== Segment start ==
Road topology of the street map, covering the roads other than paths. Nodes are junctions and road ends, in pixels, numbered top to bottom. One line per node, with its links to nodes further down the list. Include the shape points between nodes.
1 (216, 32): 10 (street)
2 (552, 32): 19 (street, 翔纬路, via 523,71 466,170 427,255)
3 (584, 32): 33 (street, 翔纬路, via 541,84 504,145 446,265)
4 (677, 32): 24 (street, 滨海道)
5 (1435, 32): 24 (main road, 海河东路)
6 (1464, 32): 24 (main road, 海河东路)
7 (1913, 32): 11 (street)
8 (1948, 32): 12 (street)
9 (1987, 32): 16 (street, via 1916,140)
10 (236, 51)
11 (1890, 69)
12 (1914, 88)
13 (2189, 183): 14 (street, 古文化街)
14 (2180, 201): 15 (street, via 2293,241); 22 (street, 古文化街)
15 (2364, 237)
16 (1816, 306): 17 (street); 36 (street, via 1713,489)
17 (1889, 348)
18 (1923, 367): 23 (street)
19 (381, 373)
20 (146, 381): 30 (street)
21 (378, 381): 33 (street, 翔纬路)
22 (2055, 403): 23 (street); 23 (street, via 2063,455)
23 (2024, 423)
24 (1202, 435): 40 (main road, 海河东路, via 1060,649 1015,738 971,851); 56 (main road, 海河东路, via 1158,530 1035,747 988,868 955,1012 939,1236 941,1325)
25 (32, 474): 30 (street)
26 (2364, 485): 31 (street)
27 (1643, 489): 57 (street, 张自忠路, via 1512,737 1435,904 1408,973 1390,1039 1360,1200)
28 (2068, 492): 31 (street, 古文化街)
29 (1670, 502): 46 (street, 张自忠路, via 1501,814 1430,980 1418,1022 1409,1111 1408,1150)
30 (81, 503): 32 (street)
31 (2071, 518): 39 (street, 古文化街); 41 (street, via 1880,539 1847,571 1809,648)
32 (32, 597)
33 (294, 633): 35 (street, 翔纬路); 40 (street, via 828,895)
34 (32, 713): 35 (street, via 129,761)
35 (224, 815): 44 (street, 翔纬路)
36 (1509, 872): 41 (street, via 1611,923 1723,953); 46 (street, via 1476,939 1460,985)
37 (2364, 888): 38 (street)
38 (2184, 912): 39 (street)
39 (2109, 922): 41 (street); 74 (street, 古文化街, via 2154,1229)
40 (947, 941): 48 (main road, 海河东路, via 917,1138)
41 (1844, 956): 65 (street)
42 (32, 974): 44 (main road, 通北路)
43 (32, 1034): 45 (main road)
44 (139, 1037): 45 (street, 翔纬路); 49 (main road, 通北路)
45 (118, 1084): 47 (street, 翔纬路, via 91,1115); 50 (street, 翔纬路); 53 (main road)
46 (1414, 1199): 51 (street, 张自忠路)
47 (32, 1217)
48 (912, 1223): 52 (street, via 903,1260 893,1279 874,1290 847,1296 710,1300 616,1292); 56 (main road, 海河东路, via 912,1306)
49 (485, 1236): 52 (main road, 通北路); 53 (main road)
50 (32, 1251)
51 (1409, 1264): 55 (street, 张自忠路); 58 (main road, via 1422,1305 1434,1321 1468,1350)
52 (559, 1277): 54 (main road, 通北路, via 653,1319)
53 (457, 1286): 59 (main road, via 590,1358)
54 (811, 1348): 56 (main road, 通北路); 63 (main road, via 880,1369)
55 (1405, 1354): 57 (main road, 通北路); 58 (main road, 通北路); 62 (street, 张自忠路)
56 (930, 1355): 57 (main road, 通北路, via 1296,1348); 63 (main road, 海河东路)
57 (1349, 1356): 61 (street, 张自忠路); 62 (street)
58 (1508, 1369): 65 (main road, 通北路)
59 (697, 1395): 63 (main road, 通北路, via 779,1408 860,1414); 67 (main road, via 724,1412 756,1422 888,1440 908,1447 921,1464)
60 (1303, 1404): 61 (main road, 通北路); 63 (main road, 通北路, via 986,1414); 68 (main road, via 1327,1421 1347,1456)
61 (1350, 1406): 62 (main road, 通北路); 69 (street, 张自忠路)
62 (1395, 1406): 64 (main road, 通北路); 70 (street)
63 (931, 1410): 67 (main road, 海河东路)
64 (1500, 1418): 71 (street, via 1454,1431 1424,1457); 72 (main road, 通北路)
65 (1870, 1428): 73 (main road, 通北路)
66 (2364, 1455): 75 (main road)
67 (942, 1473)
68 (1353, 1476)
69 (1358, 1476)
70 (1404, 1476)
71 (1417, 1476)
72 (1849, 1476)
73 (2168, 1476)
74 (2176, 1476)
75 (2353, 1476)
== Segment end ==
INSTRUCTIONS FOR THE TASK ▸ Output each line of the listing in which the string "古文化街" is found.

THE COMPLETED TASK ▸
13 (2189, 183): 14 (street, 古文化街)
14 (2180, 201): 15 (street, via 2293,241); 22 (street, 古文化街)
28 (2068, 492): 31 (street, 古文化街)
31 (2071, 518): 39 (street, 古文化街); 41 (street, via 1880,539 1847,571 1809,648)
39 (2109, 922): 41 (street); 74 (street, 古文化街, via 2154,1229)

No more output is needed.